Your instructions: In the entries that follow, the line with "ring tip: (93, 131)" opens the range and the line with "ring dip: (131, 120)" closes it; repeat that range exactly, both lines included.

Available data:
------------------------
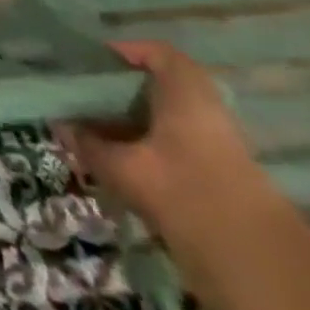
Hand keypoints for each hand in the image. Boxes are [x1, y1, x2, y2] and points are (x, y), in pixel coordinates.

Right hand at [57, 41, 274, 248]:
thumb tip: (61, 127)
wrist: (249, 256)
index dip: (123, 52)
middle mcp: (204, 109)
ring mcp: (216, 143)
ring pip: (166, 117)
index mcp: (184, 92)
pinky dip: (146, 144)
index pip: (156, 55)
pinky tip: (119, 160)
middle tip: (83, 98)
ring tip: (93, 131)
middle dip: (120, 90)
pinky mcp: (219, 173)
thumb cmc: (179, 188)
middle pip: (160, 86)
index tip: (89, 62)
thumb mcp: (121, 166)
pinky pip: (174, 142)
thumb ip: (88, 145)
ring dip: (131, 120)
------------------------
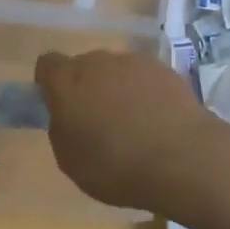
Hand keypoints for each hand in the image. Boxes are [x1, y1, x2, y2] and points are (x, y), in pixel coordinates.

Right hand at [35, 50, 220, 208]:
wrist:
------------------------
Answer to this problem:
ring tip: (93, 131)
middle dip: (120, 90)
pinky mcp: (219, 173)
thumb cmc: (179, 188)
middle pip: (160, 86)
index tip: (89, 62)
thumb mcp: (121, 166)
pinky pip: (174, 142)
thumb ip: (88, 145)
ring dip: (131, 120)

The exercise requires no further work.